Seanad debates

Tuesday, 16 May 2023

Mother and Baby Institutions Payment Scheme Bill 2022: Committee Stage

 

1:00 pm

Photo of Alice-Mary HigginsAlice-Mary Higgins (Independent) | Oireachtas source

I have some specific questions that need answering. I have been informed that amendments Nos. 8 to 10, inclusive, which were on the definition of "relevant person", have been ruled out of order. That makes these amendments, Nos. 1 and 15, which try to address who is included as a relevant person, all the more important in reviewing it. I have some questions for the Minister because these are the choices that are being made around what comes in. We have been told the relevant person in the legislation is meant to be as wide as possible but it could be broader. For example, Senator Boyhan proposes, and this was also in No. 8, that those who were born in maternity hospitals and later transferred into the institution be included. This is the question of why it is not specified that a relevant person may include an adult who spent time in the institutions for any reasons. I think it is a child who spent time in the institutions and then it is an adult who spent time relating to pregnancy or child birth. I am conscious of those who may have been giving birth in a maternity hospital or institution and may have been transferred subsequently to a mother and baby home. I would like to know the thinking on that. Is it envisaged they will or could be included?Senator Boyhan has put forward amendments specifically to accommodate that by ensuring there is reference to the maternity hospitals and that the intersection between those hospitals and the mother and baby homes is recognised in the Bill.

Amendment No. 9 looked at another aspect of the definition of "relevant person" by seeking to recognise that the harm and abuse caused by these institutions did not always end at their gates. Children who were boarded out or nursed out from a relevant institution often ended up in situations in which the abuse to which they were subjected continued. This was directly due to the negligence of the institution in its decisions on arrangements in respect of those children. It is very dishonest to have a scheme that simply defines the harm done to children as beginning and ending at the gates of the institutions. We know that was not the case. I will speak about this again when we get to later amendments.

I have spoken before about how excluding residents in their first six months of life is wild. We know how important those first six months are and the significant impact of what was done to these children. I will speak presently on amendments I have tabled that relate to this. The issue with this provision is not just the vast number excluded by it but also the lack of recognition of the impact of harms experienced in that first six months of life. That is shocking, given everything we know about the importance of those six months. It is why we have maternity leave and all the other structures of State that are built around the crucial first few months.
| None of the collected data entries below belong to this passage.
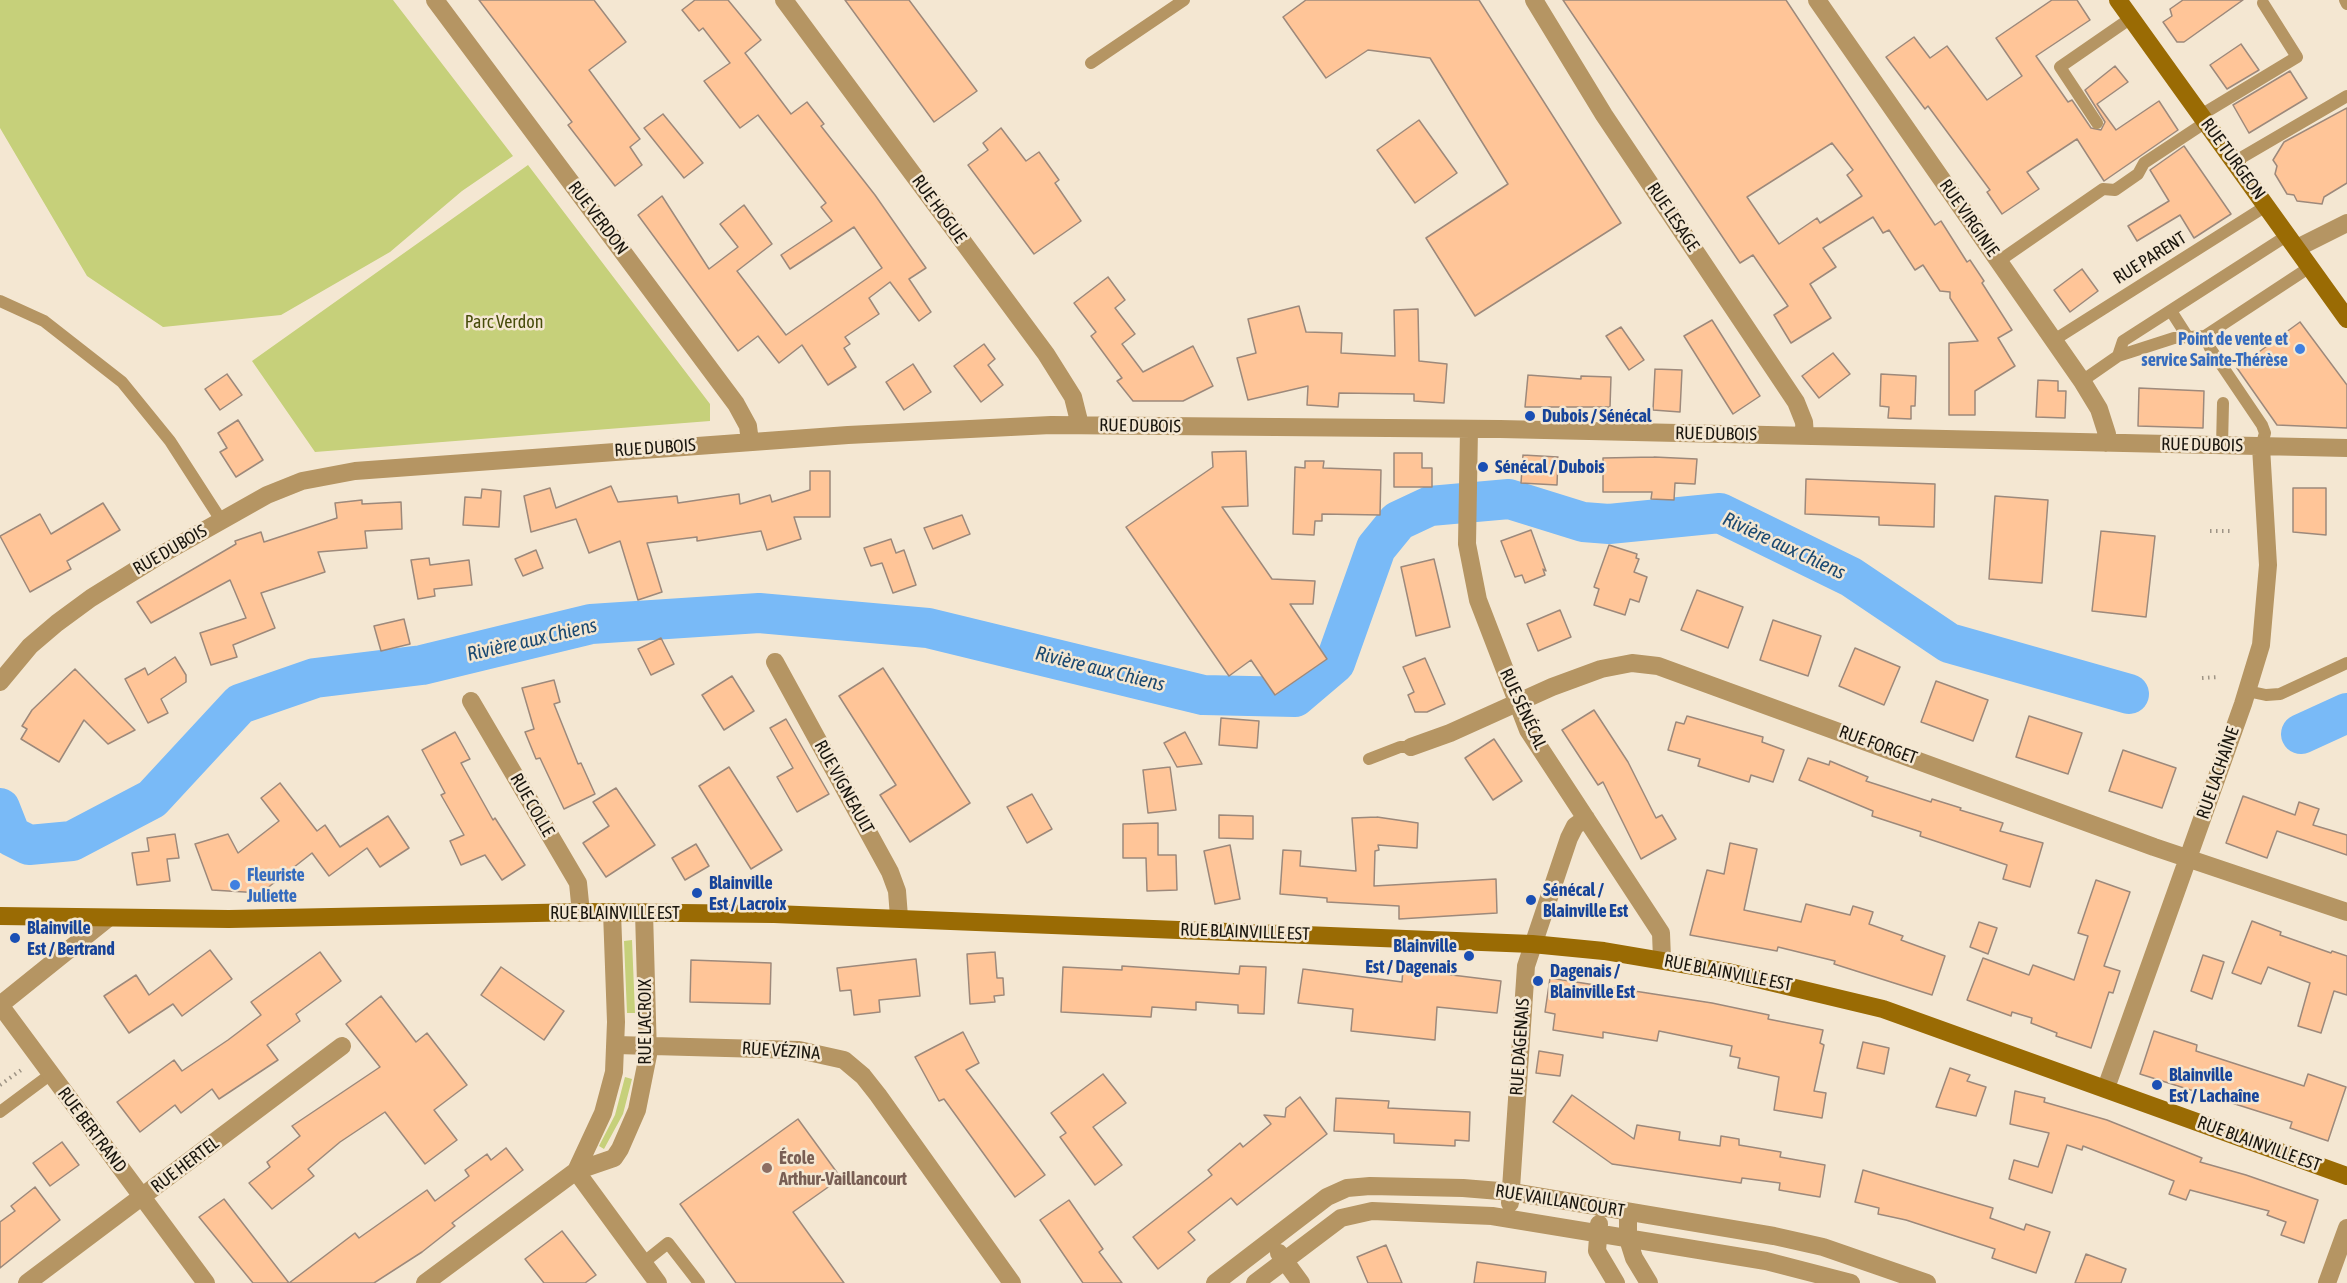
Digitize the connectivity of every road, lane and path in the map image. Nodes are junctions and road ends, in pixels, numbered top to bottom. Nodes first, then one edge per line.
1 (435, 0) edge
2 (784, 0) edge
3 (1184, 0) edge
4 (1534, 0) edge
5 (1817, 0) edge
6 (2120, 1) edge
7 (2263, 3) dead end
8 (2131, 18) junction
9 (1091, 63) dead end
10 (2347, 96) edge
11 (2203, 118) junction
12 (2097, 123) dead end
13 (2234, 162) junction
14 (2266, 206) junction
15 (2347, 223) edge
16 (2292, 242) junction
17 (1999, 261) junction
18 (2310, 267) junction
19 (0, 301) edge
20 (2171, 311) junction
21 (2347, 319) edge
22 (2187, 336) junction
23 (2205, 336) junction
24 (2054, 340) junction
25 (2118, 356) junction
26 (2082, 381) junction
27 (2223, 403) dead end
28 (1080, 425) junction
29 (1469, 429) junction
30 (1805, 436) junction
31 (750, 442) junction
32 (2106, 444) junction
33 (2222, 446) junction
34 (2261, 447) junction
35 (2347, 448) edge
36 (221, 520) junction
37 (2210, 531) dead end
38 (2230, 531) dead end
39 (775, 663) dead end
40 (2347, 663) edge
41 (2218, 677) dead end
42 (2202, 678) dead end
43 (0, 682) edge
44 (2247, 691) junction
45 (471, 701) dead end
46 (1517, 705) junction
47 (1411, 747) joint
48 (1369, 759) dead end
49 (1586, 818) junction
50 (2188, 858) junction
51 (612, 912) junction
52 (644, 912) junction
53 (2347, 912) edge
54 (581, 913) junction
55 (0, 916) edge
56 (899, 917) junction
57 (107, 919) junction
58 (1532, 944) junction
59 (1662, 959) junction
60 (0, 1005) edge
61 (616, 1045) junction
62 (342, 1046) dead end
63 (648, 1046) junction
64 (25, 1067) dead end
65 (51, 1074) junction
66 (0, 1085) edge
67 (2106, 1088) junction
68 (0, 1112) edge
69 (576, 1172) junction
70 (2347, 1176) edge
71 (1512, 1192) junction
72 (142, 1197) junction
73 (1603, 1207) junction
74 (1628, 1212) junction
75 (1508, 1219) junction
76 (2347, 1228) edge
77 (1598, 1233) junction
78 (1628, 1239) junction
79 (1270, 1240) junction
80 (1250, 1256) junction
81 (1285, 1261) junction
82 (643, 1263) junction
83 (1264, 1280) edge
84 (27, 1283) edge
85 (206, 1283) edge
86 (425, 1283) edge
87 (658, 1283) edge
88 (699, 1283) edge
89 (1012, 1283) edge
90 (1215, 1283) edge
91 (1301, 1283) edge
92 (1616, 1283) edge
93 (1649, 1283) edge
94 (1851, 1283) edge
95 (1927, 1283) edge
96 (2327, 1283) edge

1 - 31 street, RUE VERDON
2 - 28 street, RUE HOGUE
3 - 9 lane
4 - 30 street, RUE LESAGE
5 - 17 street, RUE VIRGINIE
6 - 8 street, RUE TURGEON
7 - 11 lane
8 - 11 street, RUE TURGEON
8 - 12 lane
10 - 13 lane
11 - 13 street, RUE TURGEON
11 - 17 lane
13 - 14 street, RUE TURGEON
14 - 16 street, RUE TURGEON
14 - 24 lane, RUE PARENT
15 - 16 street
16 - 18 street, RUE TURGEON
16 - 20 lane
17 - 24 street, RUE VIRGINIE
18 - 21 street, RUE TURGEON
18 - 23 lane
19 - 36 lane
20 - 22 lane
20 - 25 lane
22 - 23 lane
22 - 25 lane
23 - 34 lane
24 - 26 street, RUE VIRGINIE
25 - 26 lane
26 - 32 street, RUE VIRGINIE
27 - 33 lane
28 - 29 street, RUE DUBOIS
28 - 31 street, RUE DUBOIS
29 - 30 street, RUE DUBOIS
29 - 46 street, RUE SÉNÉCAL
30 - 32 street, RUE DUBOIS
31 - 36 street, RUE DUBOIS
32 - 33 street, RUE DUBOIS
33 - 34 street, RUE DUBOIS
34 - 35 street, RUE DUBOIS
34 - 44 street, RUE LACHAÎNE
36 - 43 street, RUE DUBOIS
37 - 38 path
39 - 56 street, RUE VIGNEAULT
40 - 44 lane
41 - 42 path
44 - 50 street, RUE LACHAÎNE
45 - 54 street, RUE COLLE
46 - 47 street, RUE FORGET
46 - 49 street, RUE SÉNÉCAL
46 - 50 street, RUE FORGET
47 - 48 lane
49 - 58 street, RUE DAGENAIS
49 - 59 street, RUE SÉNÉCAL
50 - 53 street, RUE FORGET
50 - 67 street, RUE LACHAÎNE
51 - 52 street, RUE BLAINVILLE EST
51 - 54 street, RUE BLAINVILLE EST
51 - 61 street, RUE LACROIX
52 - 56 street, RUE BLAINVILLE EST
52 - 63 street, RUE LACROIX
54 - 57 street, RUE BLAINVILLE EST
55 - 57 street, RUE BLAINVILLE EST
56 - 58 street, RUE BLAINVILLE EST
57 - 60 street
58 - 59 street, RUE BLAINVILLE EST
58 - 71 street, RUE DAGENAIS
59 - 67 street, RUE BLAINVILLE EST
60 - 65 street, RUE BERTRAND
61 - 63 street, RUE VÉZINA
61 - 69 street, RUE LACROIX
62 - 72 street, RUE HERTEL
63 - 69 street, RUE LACROIX
63 - 89 street, RUE VÉZINA
64 - 66 path
65 - 68 lane
65 - 72 street, RUE BERTRAND
67 - 70 street, RUE BLAINVILLE EST
69 - 82 street
69 - 86 street, RUE LACROIX
71 - 73 street, RUE VAILLANCOURT
71 - 75 street, RUE DAGENAIS
71 - 79 street, RUE VAILLANCOURT
72 - 84 street, RUE HERTEL
72 - 85 street, RUE BERTRAND
73 - 74 street, RUE VAILLANCOURT
73 - 77 street
74 - 78 street
74 - 95 street, RUE VAILLANCOURT
75 - 77 street, RUE VAILLANCOURT
75 - 81 street, RUE VAILLANCOURT
76 - 96 street
77 - 78 street, RUE VAILLANCOURT
77 - 92 street
78 - 93 street
78 - 94 street, RUE VAILLANCOURT
79 - 80 street, RUE VAILLANCOURT
79 - 81 street
80 - 83 street
80 - 90 street, RUE VAILLANCOURT
81 - 83 street, RUE VAILLANCOURT
81 - 91 street
82 - 87 street
82 - 88 lane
I have also sought that the definition of "relevant person" would include and recognise mixed-race children who may have been segregated from a relevant institution under the Bill at an early stage and placed into another institution in respect of which a public body had a regulatory or inspection function. Mixed-race children in the institutions faced different treatment from that given to others, and additional prejudice. That should be acknowledged in the legislation and the system of payments. It is crucial to recognise that some of these children were removed from relevant institutions as a result of racial discrimination and placed elsewhere. Where relevant institutions were making unsatisfactory arrangements in regard to the care of vulnerable children, it is really important that these particular children be included in any scheme. Indeed, some of them spent longer than other children in relevant institutions because they were considered unsuitable for placement. The opposite was also true in some cases, with some mixed-race children spending less time in institutions because they were more quickly transferred into the industrial schools or other institutions not covered by the Bill. The Association of Mixed Race Irish has been very clear in its view that the length of stay criterion assumes mixed-race children stayed longer but does not take account of the range of discriminatory practices they may have experienced. The industrial schools and other institutions fall outside the remit of the scheme, which means there are children who are not properly or adequately recognised within its provisions.

All of this comes back to the length of stay criterion, which has never been justified on any scientific, moral or health basis. There is no justification for the criterion. A clear signal we got from the OAK report, whose authors spoke to the survivors of institutions, was that applying length of stay as a criterion for qualification for the scheme was not the right approach to take.

Each of the issues I have raised is touched on in amendment No. 15, but I had hoped to speak about them separately in addressing amendments Nos. 8 to 10, inclusive. However, those amendments were ruled out of order. I hope the Minister, in responding to amendments Nos. 1 and 15, will address the choices that were made in respect of the definition of "relevant person". He might also address the question of the decisions around medical payments, not just in respect of the medical trials but also by way of the limiting of access to certain health services to persons who spent fewer than 180 days in a relevant institution.